Week One Flashcards
What are the steps involved in the process of speaking?
- Cognitive linguistic processing
- You need to formulate the message
- Involves both semantic processing (dog = furry, tail, barks, pet) and phonological processing (phonemes, syllables) - Sensorimotor planning
Motor plan for the message
- The motor cortex plans how all the muscles of articulation will need to move
Sensory Feedback
- Self monitoring: both auditory and somatosensory. Allows for error detection
- Neuromuscular execution
- Executing the motor plan and moving the muscles
However, throughout there is the involvement of control circuits: basal ganglia and cerebellum. This ensures speech movements are well timed, durationally appropriate and fluent.
What are the components/subsystems of speech?
- Respiration
- Phonation
- Articulation
- Resonance
What is the role of the cerebellum and basal ganglia in speech?
Cerebellum
- Involved in coordinating and timing movements
Basal Ganglia
- Involved in the initiation and inhibition of movements
What disorder occurs at the stage of cognitive linguistic processing?
Aphasia
What disorder occurs at the stage of sensorimotor planning?
Apraxia of speech
What disorder occurs at the stage of neuromuscular execution?
Dysarthria
What are motor speech disorders?
They are speech disorders resulting from neurologic impairment affecting the motor planning, neuromuscular control, or execution of speech.
-Duffy, 2013
What are some characteristics of apraxia of speech?

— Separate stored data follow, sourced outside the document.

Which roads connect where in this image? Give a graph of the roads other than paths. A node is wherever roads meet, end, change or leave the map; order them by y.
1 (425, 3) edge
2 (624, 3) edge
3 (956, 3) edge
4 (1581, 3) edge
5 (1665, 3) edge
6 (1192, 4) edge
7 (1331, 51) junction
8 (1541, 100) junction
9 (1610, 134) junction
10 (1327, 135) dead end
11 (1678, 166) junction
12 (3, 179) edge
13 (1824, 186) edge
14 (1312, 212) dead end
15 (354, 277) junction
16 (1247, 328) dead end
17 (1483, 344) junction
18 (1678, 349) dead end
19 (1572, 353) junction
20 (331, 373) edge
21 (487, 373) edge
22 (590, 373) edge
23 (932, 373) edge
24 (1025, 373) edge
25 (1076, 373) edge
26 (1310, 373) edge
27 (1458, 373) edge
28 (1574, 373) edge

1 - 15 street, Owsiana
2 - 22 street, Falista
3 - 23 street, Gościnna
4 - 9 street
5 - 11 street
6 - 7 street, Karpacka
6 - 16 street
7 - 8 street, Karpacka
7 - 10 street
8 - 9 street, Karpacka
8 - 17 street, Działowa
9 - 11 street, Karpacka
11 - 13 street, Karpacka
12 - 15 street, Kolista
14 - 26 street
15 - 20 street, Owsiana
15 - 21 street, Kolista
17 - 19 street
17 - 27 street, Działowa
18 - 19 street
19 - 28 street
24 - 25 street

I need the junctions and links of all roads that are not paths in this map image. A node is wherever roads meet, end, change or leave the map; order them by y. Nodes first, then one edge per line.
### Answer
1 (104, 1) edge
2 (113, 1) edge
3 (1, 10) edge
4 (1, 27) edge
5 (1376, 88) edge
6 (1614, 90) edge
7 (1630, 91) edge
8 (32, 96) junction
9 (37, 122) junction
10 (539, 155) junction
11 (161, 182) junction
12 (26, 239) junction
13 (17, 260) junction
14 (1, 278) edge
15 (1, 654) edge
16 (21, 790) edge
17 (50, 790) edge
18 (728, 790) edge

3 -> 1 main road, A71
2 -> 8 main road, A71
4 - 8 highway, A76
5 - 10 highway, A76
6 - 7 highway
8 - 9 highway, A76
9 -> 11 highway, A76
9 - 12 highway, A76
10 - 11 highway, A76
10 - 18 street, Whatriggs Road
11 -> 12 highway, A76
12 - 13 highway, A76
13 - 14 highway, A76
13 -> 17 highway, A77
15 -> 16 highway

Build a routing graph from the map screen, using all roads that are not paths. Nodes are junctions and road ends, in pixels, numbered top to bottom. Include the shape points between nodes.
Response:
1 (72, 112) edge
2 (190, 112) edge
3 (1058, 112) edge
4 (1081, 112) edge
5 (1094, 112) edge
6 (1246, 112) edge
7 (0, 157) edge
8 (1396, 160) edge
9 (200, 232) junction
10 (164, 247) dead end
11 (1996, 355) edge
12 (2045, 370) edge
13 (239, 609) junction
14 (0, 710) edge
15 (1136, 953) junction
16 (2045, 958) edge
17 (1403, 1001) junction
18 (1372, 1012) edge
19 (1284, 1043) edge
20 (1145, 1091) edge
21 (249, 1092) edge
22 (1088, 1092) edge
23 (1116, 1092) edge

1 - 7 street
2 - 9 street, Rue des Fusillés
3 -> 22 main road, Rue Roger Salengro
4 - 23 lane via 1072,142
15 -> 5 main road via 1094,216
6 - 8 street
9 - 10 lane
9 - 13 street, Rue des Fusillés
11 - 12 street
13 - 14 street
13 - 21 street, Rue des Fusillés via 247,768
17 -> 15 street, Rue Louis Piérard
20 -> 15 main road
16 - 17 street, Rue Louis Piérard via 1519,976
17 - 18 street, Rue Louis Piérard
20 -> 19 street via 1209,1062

Difficulty at the stage of motor planning
Articulation and prosody difficulties
- Consonant and vowel errors
- Slow rate
May struggle to correctly position articulators correctly
- Visible groping (searching for sounds)
People generally aware of mistakes and attempt to correct
What are some characteristics of dysarthria?
Difficulty at the stage of motor execution
- maybe due to muscle weakness, paralysis, incoordination
Symptoms depend on location of damage
Different subtypes (as classified in the Mayo system):
- Flaccid
- Spastic
- Ataxic
- Hypo-kinetic
- Hyper-kinetic
Some strengths and weaknesses of the Mayo system?
Strengths
- Helps to determine speaker’s underlying neurological deficits
Weakness
- Many overlapping symptoms across subtypes
- Doesn’t inform about severity or how to treat
- Therefore ICF framework needs to be considered
What are the three main ways to assess speech movement?
- Perceptual - listening and hearing speech features. Most common in practise. Paragraph reading (grandfather passage).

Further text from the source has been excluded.